Герой прозы и герой поэзии – две точки единой линии координат, переходящей от субъективного познания к отстраненному наблюдению, от душевного сожития с миром к рассудочной независимости. Лирическое «я» стихотворца эмоционально-исповедально, тогда как прозаическое – бесстрастно. Все это, естественно, не более чем обобщения и условности, хотя генетическое влияние литературно-родового ДНК действительно постулирует характерную разницу двух героев.
Поэзия, как и начальная стадия жизни, обращает говорящего на самого себя, сталкивая «эго» с самим собой. Проза перемещает вектор рефлексии вовне. Категории приближенности-отстраненности от жизни здесь тоже весьма условны и не причисляемы к вербальному, концептному, структурному. Однако одно из свойств, что объединяет прозаического и поэтического героев, – это мистериальность. От примитивных камланий и заклятий древних поэтических форм – к подспудной магии скрытых прозаических шифров. От изначальной откровенности и функциональности литературного колдовства и библейского «в начале было Слово» – к современным косвенным его проявлениям. Движение идет к спрятыванию волшебных свойств текста, что оделяет его эффектом непреднамеренного чуда.
Энергия эстетически искаженной фразы может изменить не только дух, но и материю, способна вызвать слезы, обрадовать, убить, заставить изменить мировоззрение. Образное искривление реальности открывает сознанию и подсознанию то, чего невозможно добиться от автологии, то есть от нехудожественного, каждодневного, обыденного высказывания.
Поэзия гипнотизирует созвучиями и трансовой повторяемостью, проза затягивает символикой, строением, ритмом, содержанием┘ Читая истинно прекрасное (пускай даже предметом описания становятся самые неприглядные вещи), мы трансформируемся во что-то новое, становимся другими.
Драматизм, казалось бы, оставшийся в третьем литературном роде, усиливает мистериальность, прорывая прозе и поэзии новые каналы близости.

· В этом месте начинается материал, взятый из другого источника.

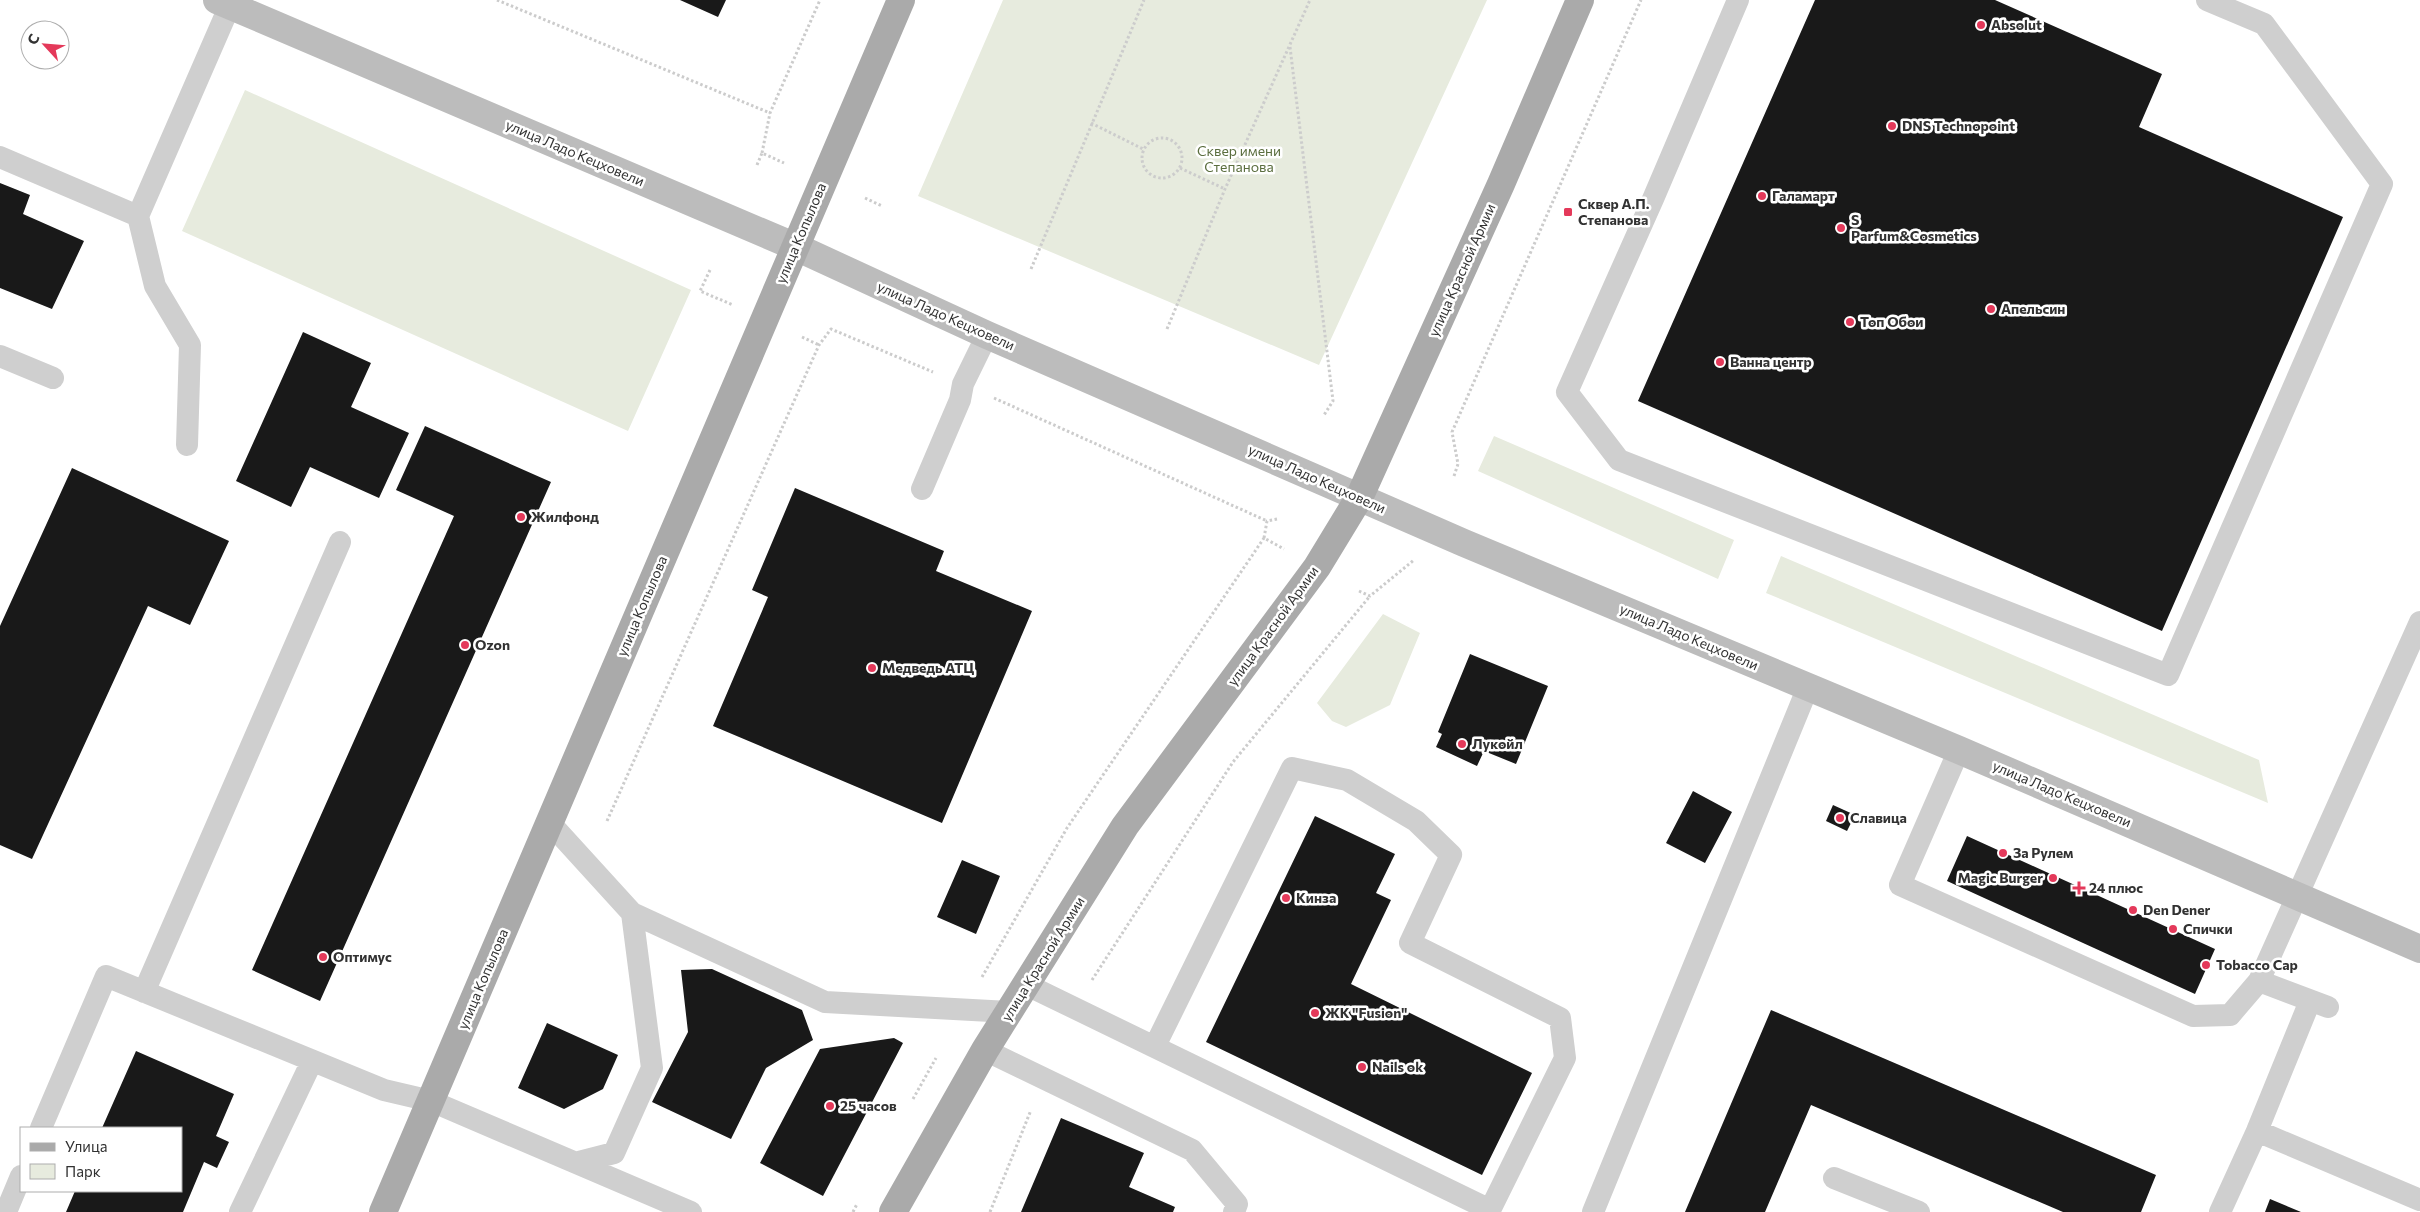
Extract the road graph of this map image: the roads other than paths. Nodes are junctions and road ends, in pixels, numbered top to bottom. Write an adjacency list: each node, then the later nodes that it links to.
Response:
1 (901, 0): 8 (main road, улица Копылова)
2 (1580, 0): 14 (main road, улица Красной Армии)
3 (1738, 0): 4 (lane)
4 (2207, 0)
5 (223, 3): 7 (lane); 8 (main road, улица Ладо Кецховели)
6 (0, 157): 7 (lane)
7 (138, 216): 12 (lane)
8 (796, 247): 9 (main road, улица Ладо Кецховели); 19 (main road, улица Копылова)
9 (987, 335): 13 (lane); 14 (main road, улица Ладо Кецховели)
10 (0, 356): 11 (lane)
11 (53, 378)
12 (187, 445)
13 (922, 489)
14 (1359, 498): 17 (main road, улица Ладо Кецховели); 24 (main road, улица Красной Армии)
15 (340, 542): 25 (lane)
16 (2420, 622): 20 (lane)
17 (1808, 687): 18 (main road, улица Ладо Кецховели); 43 (lane)
18 (1959, 750): 20 (main road, улица Ладо Кецховели); 23 (lane)
19 (550, 823): 21 (lane); 30 (main road, улица Копылова)
20 (2298, 896): 22 (main road, улица Ладо Кецховели); 23 (lane)
21 (632, 913): 26 (lane); 33 (lane)
22 (2420, 949)
23 (2259, 981): 32 (lane)
24 (1027, 985): 26 (main road, улица Красной Армии); 27 (lane)
25 (144, 992): 29 (lane); 31 (lane)
26 (1009, 1012): 28 (main road, улица Красной Армии)
27 (1155, 1046): 27 (lane)
28 (985, 1050): 41 (main road, улица Красной Армии); 42 (lane)
29 (312, 1062): 30 (lane); 38 (lane)
30 (431, 1101): 33 (lane); 39 (main road, улица Копылова)
31 (42, 1127)
32 (2257, 1131): 36 (lane); 45 (lane)
33 (579, 1162): 40 (lane)
34 (20, 1178): 37 (lane)
35 (1834, 1178): 44 (lane)
36 (2420, 1200)
37 (6, 1212)
38 (240, 1212)
39 (383, 1212)
40 (691, 1212)
41 (892, 1212)
42 (1234, 1212)
43 (1593, 1212)
44 (1919, 1212)
45 (2220, 1212)

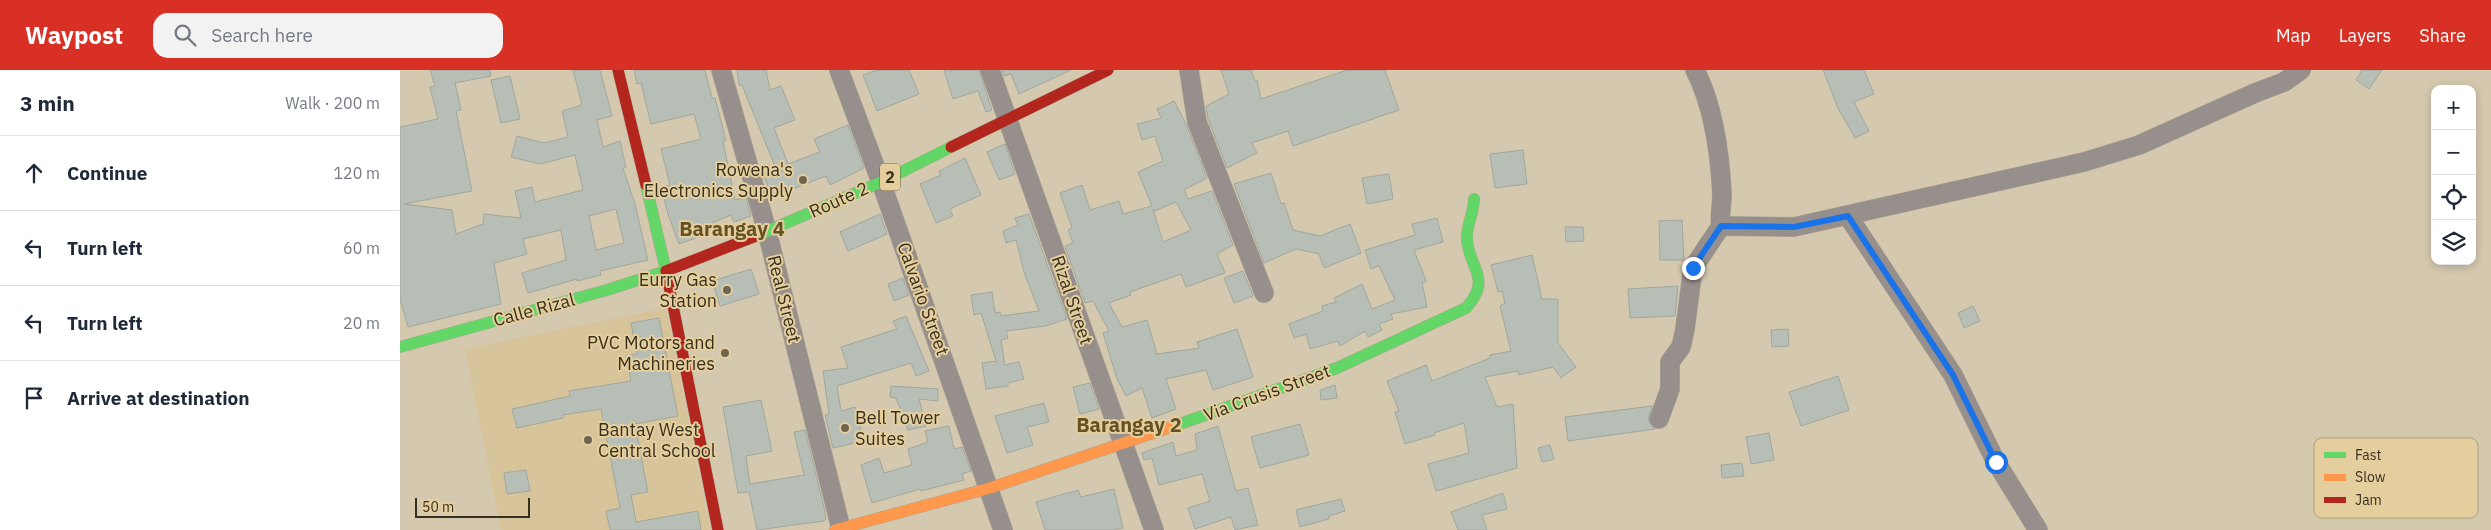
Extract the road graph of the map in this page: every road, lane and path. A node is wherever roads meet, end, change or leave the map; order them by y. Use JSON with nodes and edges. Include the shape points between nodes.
{"nodes":[{"id":1,"x":618,"y":70,"type":"edge"},
{"id":2,"x":721,"y":70,"type":"edge"},
{"id":3,"x":839,"y":70,"type":"edge"},
{"id":4,"x":990,"y":70,"type":"edge"},
{"id":5,"x":1108,"y":70,"type":"edge"},
{"id":6,"x":1188,"y":70,"type":"edge"},
{"id":7,"x":1695,"y":70,"type":"edge"},
{"id":8,"x":2301,"y":70,"type":"edge"},
{"id":9,"x":1008,"y":118,"type":"junction"},
{"id":10,"x":882,"y":182,"type":"junction"},
{"id":11,"x":1474,"y":199,"type":"dead end"},
{"id":12,"x":1848,"y":216,"type":"junction"},
{"id":13,"x":1721,"y":226,"type":"junction"},
{"id":14,"x":767,"y":231,"type":"junction"},
{"id":15,"x":666,"y":271,"type":"junction"},
{"id":16,"x":1264,"y":293,"type":"dead end"},
{"id":17,"x":400,"y":346,"type":"edge"},
{"id":18,"x":1659,"y":418,"type":"dead end"},
{"id":19,"x":1123,"y":444,"type":"junction"},
{"id":20,"x":990,"y":488,"type":"junction"},
{"id":21,"x":718,"y":530,"type":"edge"},
{"id":22,"x":839,"y":530,"type":"edge"},
{"id":23,"x":1004,"y":530,"type":"edge"},
{"id":24,"x":1154,"y":530,"type":"edge"},
{"id":25,"x":2038,"y":530,"type":"edge"}],
"edges":[{"from":1,"to":15,"type":"main road"},
{"from":2,"to":14,"type":"street","name":"Real Street"},
{"from":3,"to":10,"type":"street","name":"Calvario Street"},
{"from":4,"to":9,"type":"street","name":"Rizal Street"},
{"from":5,"to":9,"type":"main road","name":"Route 2","number":"2"},
{"from":6,"to":16,"type":"street","via":[[1197,122]]},
{"from":7,"to":13,"type":"street","via":[[1704,89],[1718,152]]},
{"from":8,"to":12,"type":"street","via":[[2284,82],[2139,145],[2084,162]]},
{"from":9,"to":10,"type":"main road","name":"Route 2","number":"2"},
{"from":9,"to":19,"type":"street","name":"Rizal Street"},
{"from":10,"to":14,"type":"main road","name":"Route 2","number":"2"},
{"from":10,"to":20,"type":"street","name":"Calvario Street"},
{"from":11,"to":19,"type":"main road","name":"Via Crusis Street","via":[[1467,241],[1480,289],[1477,298],[1466,308],[1337,368]]},
{"from":12,"to":13,"type":"street","via":[[1794,227]]},
{"from":12,"to":25,"type":"street","via":[[1948,367],[1996,462]]},
{"from":13,"to":18,"type":"street","via":[[1693,268],[1685,330],[1681,347],[1670,362],[1670,389]]},
{"from":14,"to":15,"type":"main road","name":"Route 2","number":"2"},
{"from":14,"to":22,"type":"street","name":"Real Street"},
{"from":15,"to":17,"type":"main road","name":"Calle Rizal"},
{"from":15,"to":21,"type":"main road"},
{"from":19,"to":20,"type":"main road","name":"Via Crusis Street"},
{"from":19,"to":24,"type":"street","name":"Rizal Street"},
{"from":20,"to":22,"type":"main road","name":"Via Crusis Street"},
{"from":20,"to":23,"type":"street","name":"Calvario Street"}]}
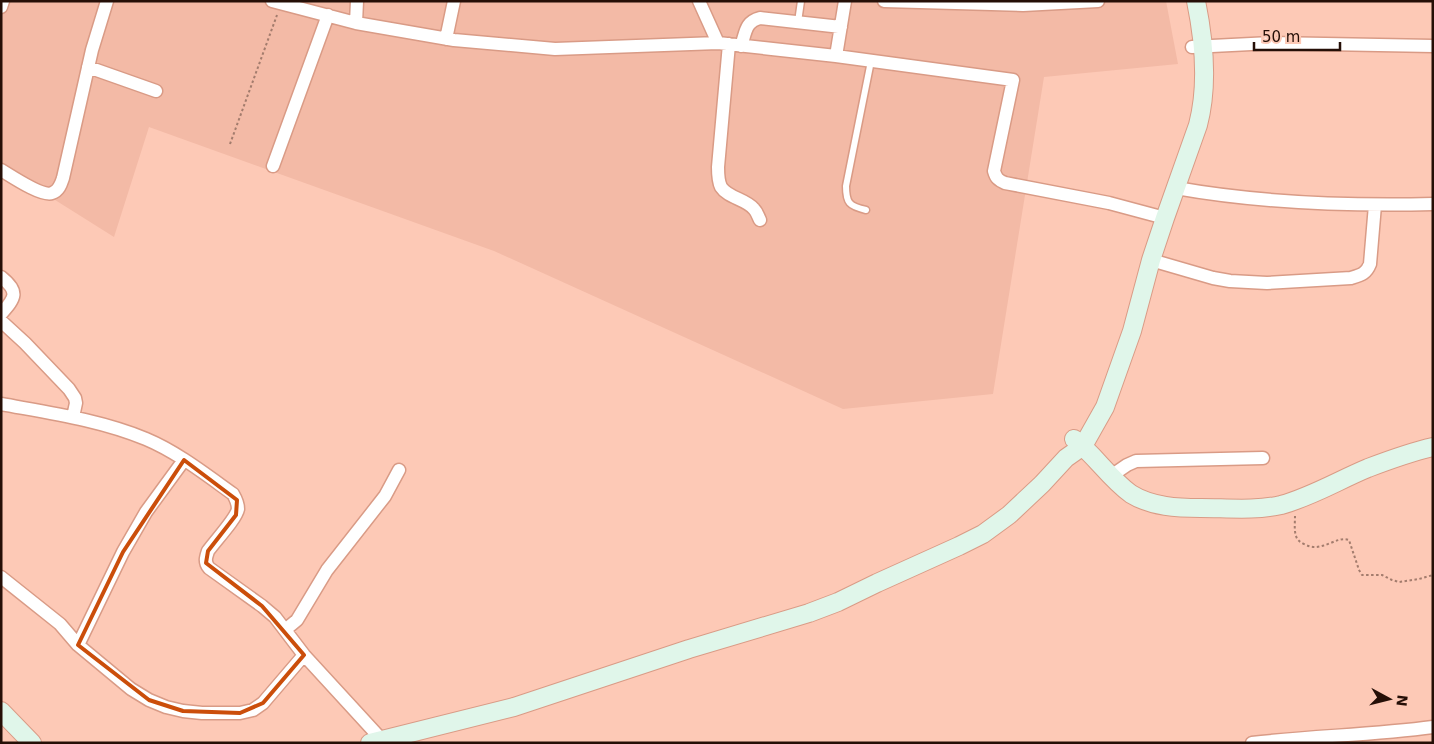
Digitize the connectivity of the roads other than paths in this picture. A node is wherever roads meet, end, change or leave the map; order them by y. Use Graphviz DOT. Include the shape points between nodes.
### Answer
graph roads {
  1 [pos="3,1"];
  2 [pos="107,1"];
  3 [pos="357,1"];
  4 [pos="454,1"];
  5 [pos="699,1"];
  6 [pos="801,1"];
  7 [pos="844,1"];
  8 [pos="884,1"];
  9 [pos="1098,1"];
  10 [pos="1184,1"];
  11 [pos="1196,1"];
  12 [pos="277,2"];
  13 [pos="928,2"];
  14 [pos="1023,3"];
  15 [pos="1,7"];
  16 [pos="328,15"];
  17 [pos="798,22"];
  18 [pos="356,23"];
  19 [pos="841,27"];
  20 [pos="446,38"];
  21 [pos="730,44"];
  22 [pos="1433,46"];
  23 [pos="1197,47"];
  24 [pos="836,56"];
  25 [pos="872,61"];
  26 [pos="88,67"];
  27 [pos="156,91"];
  28 [pos="273,166"];
  29 [pos="1,170"];
  30 [pos="1176,188"];
  31 [pos="1433,204"];
  32 [pos="1375,205"];
  33 [pos="866,210"];
  34 [pos="1160,216"];
  35 [pos="760,220"];
  36 [pos="1151,260"];
  37 [pos="1,277"];
  38 [pos="1,314"];
  39 [pos="1,321"];
  40 [pos="1,404"];
  41 [pos="73,417"];
  42 [pos="1078,442"];
  43 [pos="1433,446"];
  44 [pos="1263,458"];
  45 [pos="184,460"];
  46 [pos="399,470"];
  47 [pos="1111,476"];
  48 [pos="1,578"];
  49 [pos="285,630"];
  50 [pos="78,645"];
  51 [pos="304,655"];
  52 [pos="1,711"];
  53 [pos="1433,727"];
  54 [pos="376,741"];
  55 [pos="32,743"];
  56 [pos="1252,743"];
  1 -- 15 [label="street"];
  2 -- 26 [label="street"];
  3 -- 18 [label="street"];
  4 -- 20 [label="street"];
  5 -- 21 [label="street"];
  6 -- 17 [label="lane"];
  7 -- 19 [label="street"];
  8 -- 13 [label="street"];
  9 -- 14 [label="street"];
  10 -- 23 [label="street"];
  11 -- 23 [label="street"];
  12 -- 16 [label="street"];
  13 -- 14 [label="street"];
  16 -- 18 [label="street"];
  16 -- 28 [label="street"];
  17 -- 19 [label="street"];
  17 -- 21 [label="street" via="753,20"];
  18 -- 20 [label="street"];
  19 -- 24 [label="street"];
  20 -- 21 [label="street" via="555,48"];
  21 -- 24 [label="street"];
  21 -- 35 [label="street" via="718,179 725,192 756,210"];
  22 -- 23 [label="street" via="1271,43"];
  23 -- 30 [label="street" via="1204,83 1202,109"];
  23 -- 34 [label="street" via="1190,114"];
  24 -- 25 [label="street"];
  25 -- 33 [label="lane" via="846,186 846,198 850,204"];
  25 -- 34 [label="street" via="1013,80 994,171 999,180"];
  26 -- 27 [label="street"];
  26 -- 29 [label="street" via="64,178 58,189 48,194 41,192"];
  30 -- 32 [label="street" via="1256,199"];
  30 -- 34 [label="street"];
  31 -- 32 [label="street"];
  32 -- 36 [label="street" via="1370,264 1362,275 1230,282"];
  34 -- 36 [label="street"];
  34 -- 42 [label="street" via="1144,249 1108,374"];
  36 -- 42 [label="street" via="1132,331 1105,407"];
  37 -- 38 [label="street" via="13,290 13,296"];
  39 -- 41 [label="street" via="69,389 76,403"];
  40 -- 41 [label="street"];
  41 -- 45 [label="street" via="147,439"];
  42 -- 47 [label="street"];
  42 -- 54 [label="street" via="1042,484 983,534 838,602 514,707"];
  43 -- 47 [label="street" via="1368,468 1318,492 1261,508 1175,508 1160,505 1132,494"];
  44 -- 47 [label="street" via="1136,461"];
  45 -- 49 [label="street" via="237,500 236,515 208,551 208,568 262,606"];
  45 -- 50 [label="street" via="146,512 123,552"];
  46 -- 49 [label="street" via="377,508 328,570 297,620"];
  48 -- 50 [label="street" via="60,624"];
  49 -- 51 [label="street"];
  50 -- 51 [label="street" via="149,700 166,707 240,714 263,703"];
  51 -- 54 [label="street"];
  52 -- 55 [label="street"];
  53 -- 56 [label="street"];
}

Драматизм как вечное трение между тем, что есть, и между тем, как должно быть, неслияние оценок, понятий, фактов – постоянный двигатель литературной эволюции. Герой, испытывающий вечную гармонию, не способен развиваться, потому что согласие бесплодно для коллизий и их решений, а следовательно, и для прозрения. Поэтому герои рассказа и сонета одинаково неприкрыты для стресса, художественное преломление которого переворачивает миры.